The closest you'll get to having a Lisa Sette-caliber eye is probably walking around the Valley art tastemaker's gallery. If you're lucky, perhaps you have pockets deep enough to purchase a piece from her stellar stable of artists. Assuming you're not ready to drop all the dollar bills on politically charged sculptures, paintings, and mixed media, you'll just have to settle for soaking up work by Carrie Marill, Angela Ellsworth, and Rachel Bess in a beautifully revamped subterranean Al Beadle building. Naturally, Sette, who brings three decades of curating expertise to each show, presents them all in perfectly appointed fashion.

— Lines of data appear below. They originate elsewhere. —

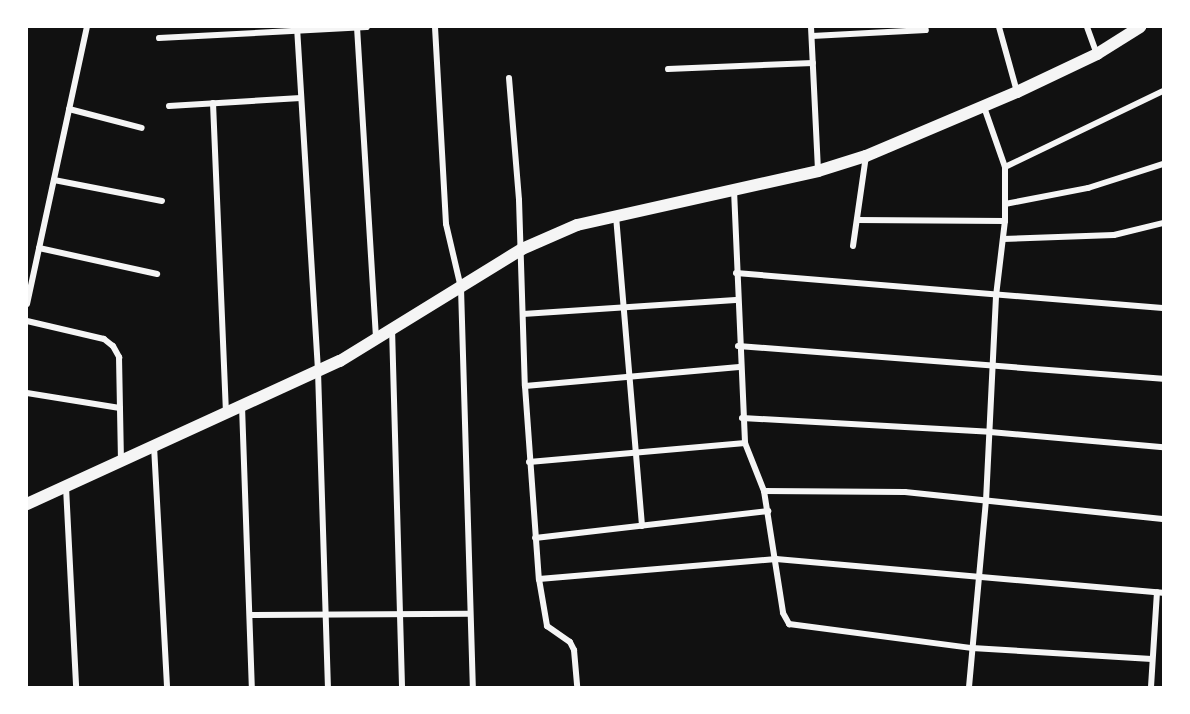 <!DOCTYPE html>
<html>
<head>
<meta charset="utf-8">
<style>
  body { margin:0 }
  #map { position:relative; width:1190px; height:714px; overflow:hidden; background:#111; font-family:Arial,sans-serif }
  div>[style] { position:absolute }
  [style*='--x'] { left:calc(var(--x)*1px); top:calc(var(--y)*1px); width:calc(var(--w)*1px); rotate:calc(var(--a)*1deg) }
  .minor>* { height:6px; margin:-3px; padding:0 3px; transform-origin:3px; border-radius:3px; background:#f5f5f5 }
  .secondary>* { height:12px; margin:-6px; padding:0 6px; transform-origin:6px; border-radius:6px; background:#f5f5f5 }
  span { translate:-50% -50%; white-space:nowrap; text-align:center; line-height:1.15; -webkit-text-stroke:4.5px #fff; paint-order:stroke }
  .frame { position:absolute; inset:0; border:28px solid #fff; pointer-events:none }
</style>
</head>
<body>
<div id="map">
  <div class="minor">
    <div style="--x:297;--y:27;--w:345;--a:86.5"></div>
    <div style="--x:318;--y:371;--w:316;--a:88.2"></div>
    <div style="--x:357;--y:27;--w:312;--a:86.5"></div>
    <div style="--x:435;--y:27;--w:197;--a:86.8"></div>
    <div style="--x:446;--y:224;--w:66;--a:76.8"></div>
    <div style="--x:461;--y:288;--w:399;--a:88.3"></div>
    <div style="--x:811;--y:27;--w:143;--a:87.2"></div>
    <div style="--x:999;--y:27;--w:67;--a:74.5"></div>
    <div style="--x:1087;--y:27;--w:29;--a:70"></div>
    <div style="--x:812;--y:36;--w:114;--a:-3"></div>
    <div style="--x:159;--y:38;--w:208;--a:-3"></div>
    <div style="--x:668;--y:69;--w:145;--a:-2.4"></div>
    <div style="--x:509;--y:78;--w:122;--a:85.3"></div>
    <div style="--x:519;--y:200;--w:186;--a:88.2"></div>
    <div style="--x:525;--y:386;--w:194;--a:85.9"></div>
    <div style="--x:539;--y:579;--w:48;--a:80.3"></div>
    <div style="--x:547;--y:626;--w:28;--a:35"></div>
    <div style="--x:570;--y:642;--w:9;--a:63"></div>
    <div style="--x:574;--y:650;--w:37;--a:85"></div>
    <div style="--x:213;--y:103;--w:310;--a:87.6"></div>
    <div style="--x:169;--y:106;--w:132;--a:-3.5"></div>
    <div style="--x:69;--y:109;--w:75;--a:14.6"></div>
    <div style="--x:1005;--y:167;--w:175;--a:-25.7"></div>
    <div style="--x:54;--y:180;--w:110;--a:11"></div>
    <div style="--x:734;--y:190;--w:253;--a:87.5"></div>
    <div style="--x:745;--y:443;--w:52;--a:68.4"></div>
    <div style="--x:764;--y:491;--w:123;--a:81.1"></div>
    <div style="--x:783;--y:613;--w:13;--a:61"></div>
    <div style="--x:789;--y:624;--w:185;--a:7.5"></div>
    <div style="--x:972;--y:648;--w:180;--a:3.5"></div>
    <div style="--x:1005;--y:204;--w:85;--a:-10.9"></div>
    <div style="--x:1088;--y:188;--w:79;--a:-17.7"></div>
    <div style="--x:616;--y:216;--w:311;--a:85.2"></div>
    <div style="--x:857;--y:220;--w:148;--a:0.4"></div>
    <div style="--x:1003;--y:239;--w:111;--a:-2.1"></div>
    <div style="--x:1114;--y:235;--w:50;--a:-13.8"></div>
    <div style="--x:853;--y:246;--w:91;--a:-81.8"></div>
    <div style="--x:39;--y:248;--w:121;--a:12.4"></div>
    <div style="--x:736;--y:273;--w:428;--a:4.7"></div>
    <div style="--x:27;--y:304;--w:283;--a:-77.8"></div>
    <div style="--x:523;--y:314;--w:213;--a:-3.8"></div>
    <div style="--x:27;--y:321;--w:79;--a:13.2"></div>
    <div style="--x:104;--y:339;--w:11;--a:38"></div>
    <div style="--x:113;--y:346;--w:13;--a:61"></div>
    <div style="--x:119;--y:357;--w:103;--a:88.9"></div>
    <div style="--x:392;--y:328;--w:359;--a:88.4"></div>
    <div style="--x:738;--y:346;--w:426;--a:4.4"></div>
    <div style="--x:525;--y:386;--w:215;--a:-5.1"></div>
    <div style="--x:27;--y:393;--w:94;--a:9.2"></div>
    <div style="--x:242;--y:406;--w:281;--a:88"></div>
    <div style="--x:742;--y:418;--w:248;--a:3.2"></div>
    <div style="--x:990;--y:432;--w:174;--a:5"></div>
    <div style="--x:154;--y:446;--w:241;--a:86.9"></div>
    <div style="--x:529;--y:462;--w:217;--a:-5"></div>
    <div style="--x:66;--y:487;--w:200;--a:87.1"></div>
    <div style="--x:764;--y:491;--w:141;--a:0.4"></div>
    <div style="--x:905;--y:492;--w:259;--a:6"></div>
    <div style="--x:535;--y:538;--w:235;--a:-6.6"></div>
    <div style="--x:539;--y:579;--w:238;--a:-4.8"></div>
    <div style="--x:776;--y:559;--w:388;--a:5"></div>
    <div style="--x:252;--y:615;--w:218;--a:-0.3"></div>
    <div style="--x:969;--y:687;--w:187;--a:-84.8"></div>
    <div style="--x:986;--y:501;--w:205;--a:-87.2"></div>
    <div style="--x:996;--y:296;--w:76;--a:-83.2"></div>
    <div style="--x:1005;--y:221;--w:54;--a:-90"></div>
    <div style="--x:1005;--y:167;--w:64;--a:-109.3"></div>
    <div style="--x:1151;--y:687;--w:95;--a:-86.4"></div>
  </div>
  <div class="secondary">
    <div style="--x:27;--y:504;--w:344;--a:-24.6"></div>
    <div style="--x:340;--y:361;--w:214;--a:-31.6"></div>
    <div style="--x:522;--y:249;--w:60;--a:-23.6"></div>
    <div style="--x:577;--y:225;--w:247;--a:-12.6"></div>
    <div style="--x:818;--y:171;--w:50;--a:-17.4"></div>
    <div style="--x:866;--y:156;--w:164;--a:-23"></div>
    <div style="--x:1017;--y:92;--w:89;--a:-25.4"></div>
    <div style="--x:1097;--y:54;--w:51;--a:-32.1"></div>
  </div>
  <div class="frame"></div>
</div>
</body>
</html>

The best up-and-coming gallery in Phoenix is a reboot. The Sagrado Galleria first opened in 2012 in the Grand Avenue Arts District. But it closed for a time, and reopened in November 2016 at its new south Phoenix location. During its first year in the new space, the gallery presented works by dozens of local artists. But it's more than just an arts venue. It's also a community space. The Sagrado Galleria is a place where visitors from diverse backgrounds enjoy visual art, music, workshops on topics such as ancestral birthing practices and colonization, film screenings, and performances. There's even a pop-up coffee bar and opportunities for local artisans to sell their works. The gallery also partners with community groups on murals and other projects, smashing the stereotype of art galleries as isolated, sterile places where only hardcore art lovers gather or feel at home.